▸ **Required action**
Below are several entries. Transcribe exactly those lines that fall from the one with "options.set_hint_style(cairo.HINT_STYLE_NONE)" through the one with "cr.restore()", end lines included.

(Stored entries)
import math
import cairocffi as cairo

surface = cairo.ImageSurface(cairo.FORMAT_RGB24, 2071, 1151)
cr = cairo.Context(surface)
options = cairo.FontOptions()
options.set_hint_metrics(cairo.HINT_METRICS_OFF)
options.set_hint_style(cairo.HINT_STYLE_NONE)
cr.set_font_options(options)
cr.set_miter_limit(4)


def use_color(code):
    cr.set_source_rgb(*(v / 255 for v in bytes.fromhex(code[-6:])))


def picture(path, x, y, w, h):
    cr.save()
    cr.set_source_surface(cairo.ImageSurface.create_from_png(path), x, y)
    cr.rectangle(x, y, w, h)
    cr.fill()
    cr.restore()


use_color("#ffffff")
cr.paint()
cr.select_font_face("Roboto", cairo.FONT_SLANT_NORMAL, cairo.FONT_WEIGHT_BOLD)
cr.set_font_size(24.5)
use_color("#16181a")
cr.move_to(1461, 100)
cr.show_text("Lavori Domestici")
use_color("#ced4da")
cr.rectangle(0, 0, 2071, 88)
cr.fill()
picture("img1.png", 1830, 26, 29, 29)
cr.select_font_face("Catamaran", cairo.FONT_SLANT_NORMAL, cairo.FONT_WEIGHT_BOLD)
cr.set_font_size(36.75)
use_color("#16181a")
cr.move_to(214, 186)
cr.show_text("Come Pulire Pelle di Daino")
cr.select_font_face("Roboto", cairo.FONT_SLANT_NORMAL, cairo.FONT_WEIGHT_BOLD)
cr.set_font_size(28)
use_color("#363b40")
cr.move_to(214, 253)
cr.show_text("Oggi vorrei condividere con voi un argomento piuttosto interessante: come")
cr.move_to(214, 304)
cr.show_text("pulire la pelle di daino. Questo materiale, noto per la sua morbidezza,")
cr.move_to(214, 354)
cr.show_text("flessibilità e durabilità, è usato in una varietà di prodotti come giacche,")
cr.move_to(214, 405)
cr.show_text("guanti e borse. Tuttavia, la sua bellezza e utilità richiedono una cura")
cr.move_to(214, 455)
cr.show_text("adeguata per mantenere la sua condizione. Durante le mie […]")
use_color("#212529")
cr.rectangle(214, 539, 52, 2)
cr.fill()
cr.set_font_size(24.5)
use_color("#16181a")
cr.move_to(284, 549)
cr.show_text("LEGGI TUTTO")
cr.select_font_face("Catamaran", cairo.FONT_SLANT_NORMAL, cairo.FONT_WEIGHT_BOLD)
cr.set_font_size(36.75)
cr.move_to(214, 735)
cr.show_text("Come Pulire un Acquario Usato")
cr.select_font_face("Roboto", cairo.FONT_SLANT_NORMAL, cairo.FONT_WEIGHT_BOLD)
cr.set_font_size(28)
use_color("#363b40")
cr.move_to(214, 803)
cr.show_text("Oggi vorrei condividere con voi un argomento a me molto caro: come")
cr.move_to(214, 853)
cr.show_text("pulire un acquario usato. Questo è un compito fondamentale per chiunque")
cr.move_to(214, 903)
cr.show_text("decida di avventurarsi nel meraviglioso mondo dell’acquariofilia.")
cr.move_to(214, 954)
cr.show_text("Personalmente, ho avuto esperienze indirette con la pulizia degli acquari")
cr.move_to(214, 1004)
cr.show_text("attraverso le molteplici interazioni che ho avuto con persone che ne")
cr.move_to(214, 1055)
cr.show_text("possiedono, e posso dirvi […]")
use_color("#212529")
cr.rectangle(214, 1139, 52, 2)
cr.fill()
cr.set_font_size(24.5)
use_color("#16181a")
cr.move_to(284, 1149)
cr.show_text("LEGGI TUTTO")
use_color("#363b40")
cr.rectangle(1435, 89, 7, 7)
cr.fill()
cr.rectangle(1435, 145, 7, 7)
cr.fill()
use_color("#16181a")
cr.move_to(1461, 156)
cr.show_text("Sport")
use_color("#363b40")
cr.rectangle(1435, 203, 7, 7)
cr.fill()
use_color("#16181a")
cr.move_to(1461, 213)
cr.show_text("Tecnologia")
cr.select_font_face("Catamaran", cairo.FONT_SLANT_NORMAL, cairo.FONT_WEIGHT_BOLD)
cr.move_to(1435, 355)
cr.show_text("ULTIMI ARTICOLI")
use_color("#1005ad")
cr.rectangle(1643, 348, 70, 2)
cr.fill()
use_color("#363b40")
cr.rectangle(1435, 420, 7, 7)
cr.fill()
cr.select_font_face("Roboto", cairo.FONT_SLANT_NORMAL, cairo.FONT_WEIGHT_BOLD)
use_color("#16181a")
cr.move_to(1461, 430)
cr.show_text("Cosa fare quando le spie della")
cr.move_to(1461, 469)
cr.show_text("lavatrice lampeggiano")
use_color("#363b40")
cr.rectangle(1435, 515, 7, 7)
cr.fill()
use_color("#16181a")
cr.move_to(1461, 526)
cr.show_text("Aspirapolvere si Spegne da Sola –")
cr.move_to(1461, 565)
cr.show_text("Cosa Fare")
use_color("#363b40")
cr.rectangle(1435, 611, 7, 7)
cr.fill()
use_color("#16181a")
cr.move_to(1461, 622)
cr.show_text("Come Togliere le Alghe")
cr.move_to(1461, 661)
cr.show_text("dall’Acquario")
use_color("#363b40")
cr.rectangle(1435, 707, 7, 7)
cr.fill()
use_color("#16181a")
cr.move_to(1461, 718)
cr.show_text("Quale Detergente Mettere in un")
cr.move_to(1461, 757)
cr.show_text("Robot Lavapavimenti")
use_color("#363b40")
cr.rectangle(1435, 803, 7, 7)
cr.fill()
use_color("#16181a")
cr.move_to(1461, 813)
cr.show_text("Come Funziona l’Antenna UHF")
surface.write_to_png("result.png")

▸ **Finished exercise**
options.set_hint_style(cairo.HINT_STYLE_NONE)
cr.set_font_options(options)
cr.set_miter_limit(4)


def use_color(code):
    cr.set_source_rgb(*(v / 255 for v in bytes.fromhex(code[-6:])))


def picture(path, x, y, w, h):
    cr.save()
    cr.set_source_surface(cairo.ImageSurface.create_from_png(path), x, y)
    cr.rectangle(x, y, w, h)
    cr.fill()
    cr.restore()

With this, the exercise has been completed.